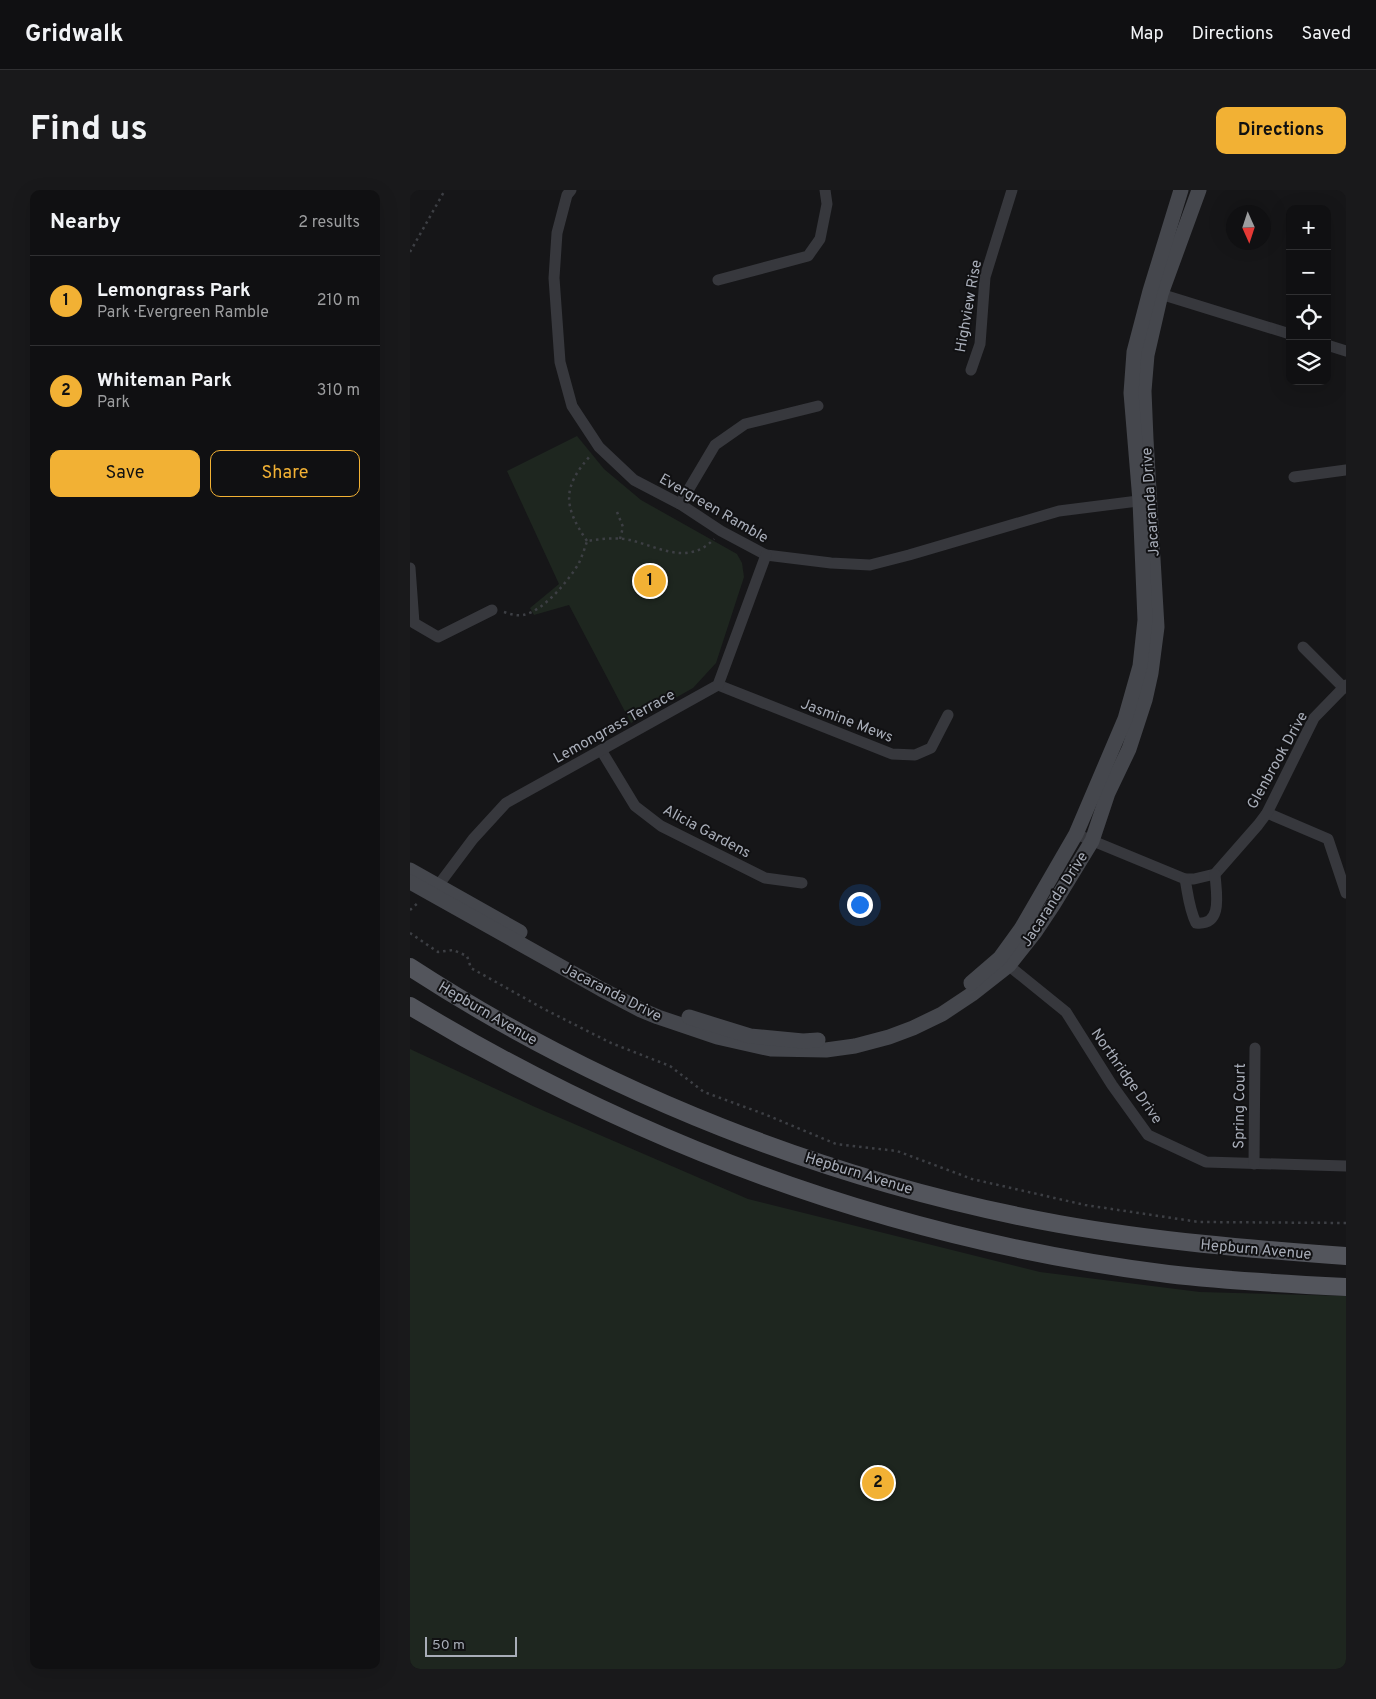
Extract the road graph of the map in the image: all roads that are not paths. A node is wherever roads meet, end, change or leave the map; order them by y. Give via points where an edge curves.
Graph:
1 (825, 190) edge
2 (1012, 190) edge
3 (1181, 190) edge
4 (1199, 190) edge
5 (566, 192) edge
6 (718, 280) dead end
7 (1155, 292) junction
8 (1286, 333) edge
9 (1331, 346) edge
10 (1346, 351) edge
11 (970, 370) dead end
12 (818, 406) dead end
13 (1346, 470) edge
14 (1294, 477) dead end
15 (1145, 500) junction
16 (680, 504) junction
17 (766, 555) junction
18 (410, 568) edge
19 (492, 610) road end
20 (1303, 647) dead end
21 (718, 686) junction
22 (1345, 686) edge
23 (948, 715) dead end
24 (601, 750) junction
25 (1267, 813) junction
26 (1076, 834) junction
27 (1092, 841) junction
28 (410, 870) edge
29 (1215, 874) junction
30 (1185, 879) junction
31 (410, 882) edge
32 (802, 883) dead end
33 (435, 889) junction
34 (1346, 893) edge
35 (1004, 962) junction
36 (410, 967) edge
37 (410, 1006) edge
38 (1255, 1048) dead end
39 (1254, 1164) junction
40 (1346, 1166) edge
41 (1346, 1256) edge
42 (1346, 1287) edge

1 - 6 street via 828,204 820,239 808,256
2 - 11 street, Highview Rise via 985,276 980,344
3 - 7 street, Jacaranda Drive
4 - 7 street, Jacaranda Drive
5 - 16 street, Evergreen Ramble via 557,233 554,278 560,362 572,406 599,447 634,480
7 - 8 street
7 - 15 street, Jacaranda Drive via 1134,352 1131,393
9 - 10 street
12 - 16 street via 746,424 715,445
13 - 14 street
15 - 17 street, Evergreen Ramble via 1059,511 870,565
15 - 26 street, Jacaranda Drive via 1145,620 1140,666 1125,719
15 - 27 street, Jacaranda Drive via 1157,627 1151,673 1129,749 1108,792
16 - 17 street, Evergreen Ramble
17 - 21 street
18 - 19 street via 414,623 438,636
20 - 22 street
21 - 23 street, Jasmine Mews via 892,754 915,755 931,748
21 - 24 street, Lemongrass Terrace
22 - 25 street, Glenbrook Drive via 1314,718
24 - 32 street, Alicia Gardens via 635,806 661,826 765,878
24 - 33 street, Lemongrass Terrace via 506,803 473,839
25 - 29 street, Glenbrook Drive
25 - 34 street via 1328,839
26 - 27 street
26 - 35 street, Jacaranda Drive
27 - 30 street
27 - 35 street, Jacaranda Drive via 1048,912
28 - 33 street, Jacaranda Drive
29 - 30 street
29 - 30 street via 1216,910 1213,918 1205,924 1196,923
31 - 33 street, Jacaranda Drive
33 - 35 street, Jacaranda Drive via 610,984 669,1011 750,1036 803,1041 844,1039 874,1033 912,1019 947,1000
35 - 39 street, Northridge Drive via 1066,1012 1148,1135 1206,1162
36 - 41 main road, Hepburn Avenue via 520,1033 623,1084 728,1129 845,1171 1002,1213 1077,1227 1180,1242
37 - 42 main road, Hepburn Avenue via 505,1061 609,1114 771,1180 882,1216 995,1244 1110,1266 1229,1280
38 - 39 street, Spring Court
39 - 40 street, Northridge Drive

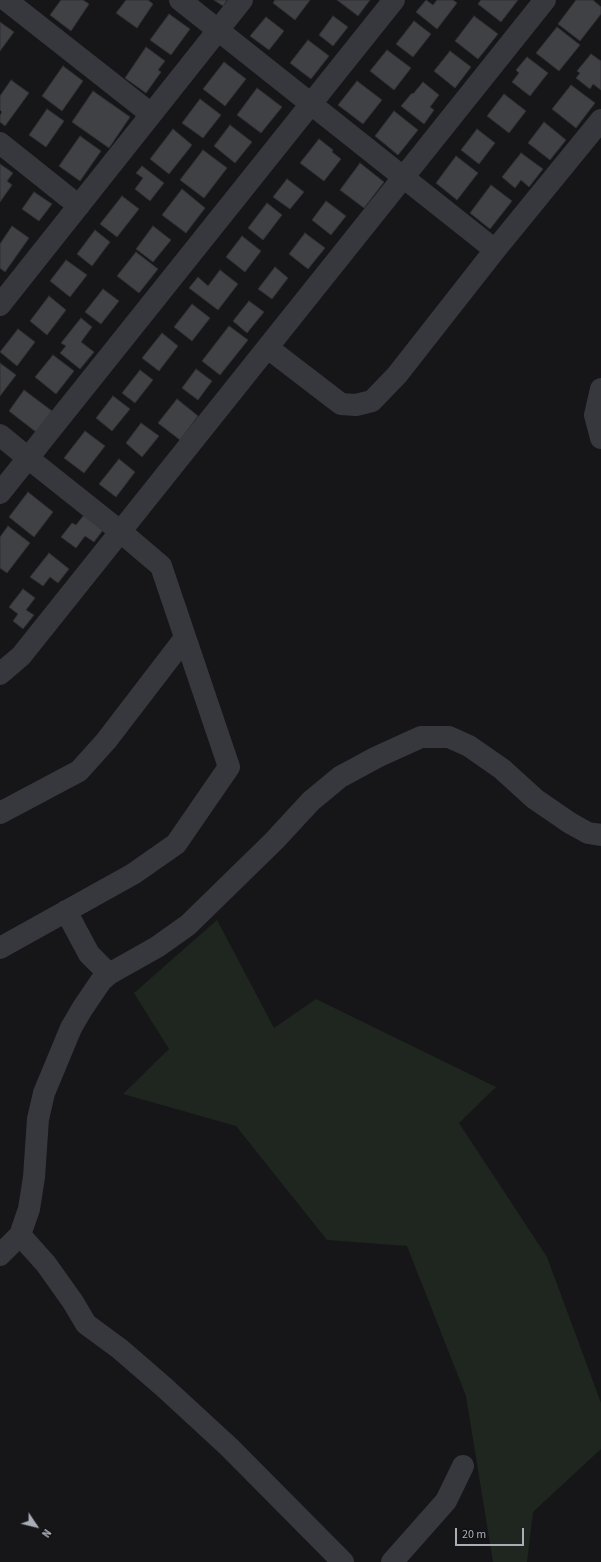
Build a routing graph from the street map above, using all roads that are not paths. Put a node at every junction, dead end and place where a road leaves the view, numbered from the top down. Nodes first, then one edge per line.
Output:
1 (6, 0) edge
2 (180, 0) edge
3 (242, 0) edge
4 (394, 0) edge
5 (545, 0) edge
6 (218, 30) junction
7 (311, 104) junction
8 (151, 114) junction
9 (601, 120) edge
10 (0, 143) edge
11 (404, 177) junction
12 (79, 206) junction
13 (496, 250) junction
14 (3, 295) edge
15 (268, 348) junction
16 (601, 389) edge
17 (0, 434) edge
18 (601, 438) edge
19 (28, 458) junction
20 (0, 494) edge
21 (120, 532) junction
22 (185, 638) junction
23 (0, 674) edge
24 (0, 813) edge
25 (601, 835) edge
26 (66, 911) junction
27 (0, 948) edge
28 (109, 974) junction
29 (20, 1235) junction
30 (0, 1255) edge
31 (463, 1466) dead end
32 (343, 1562) edge
33 (392, 1562) edge

1 - 8 street
2 - 6 street
3 - 6 street
4 - 7 street
5 - 11 street
6 - 7 street
6 - 8 street
7 - 11 street
7 - 19 street
8 - 12 street
9 - 13 street
10 - 12 street
11 - 13 street
11 - 15 street
12 - 14 street
13 - 15 street
15 - 21 street
16 - 18 street
17 - 19 street
19 - 20 street
19 - 21 street
21 - 22 street
21 - 23 street
22 - 24 street
22 - 26 street
25 - 28 street
26 - 27 street
26 - 28 street
28 - 29 street
29 - 30 street
29 - 32 street
31 - 33 street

....

(EXERCISE DETAILS)
Only the lines from the one containing "Build a routing" through the last line of the entries above should be copied, exactly as written.

(EXERCISE RESPONSE)
Build a routing graph from the street map above, using all roads that are not paths. Put a node at every junction, dead end and place where a road leaves the view, numbered from the top down. Nodes first, then one edge per line.
Output:
1 (6, 0) edge
2 (180, 0) edge
3 (242, 0) edge
4 (394, 0) edge
5 (545, 0) edge
6 (218, 30) junction
7 (311, 104) junction
8 (151, 114) junction
9 (601, 120) edge
10 (0, 143) edge
11 (404, 177) junction
12 (79, 206) junction
13 (496, 250) junction
14 (3, 295) edge
15 (268, 348) junction
16 (601, 389) edge
17 (0, 434) edge
18 (601, 438) edge
19 (28, 458) junction
20 (0, 494) edge
21 (120, 532) junction
22 (185, 638) junction
23 (0, 674) edge
24 (0, 813) edge
25 (601, 835) edge
26 (66, 911) junction
27 (0, 948) edge
28 (109, 974) junction
29 (20, 1235) junction
30 (0, 1255) edge
31 (463, 1466) dead end
32 (343, 1562) edge
33 (392, 1562) edge

1 - 8 street
2 - 6 street
3 - 6 street
4 - 7 street
5 - 11 street
6 - 7 street
6 - 8 street
7 - 11 street
7 - 19 street
8 - 12 street
9 - 13 street
10 - 12 street
11 - 13 street
11 - 15 street
12 - 14 street
13 - 15 street
15 - 21 street
16 - 18 street
17 - 19 street
19 - 20 street
19 - 21 street
21 - 22 street
21 - 23 street
22 - 24 street
22 - 26 street
25 - 28 street
26 - 27 street
26 - 28 street
28 - 29 street
29 - 30 street
29 - 32 street
31 - 33 street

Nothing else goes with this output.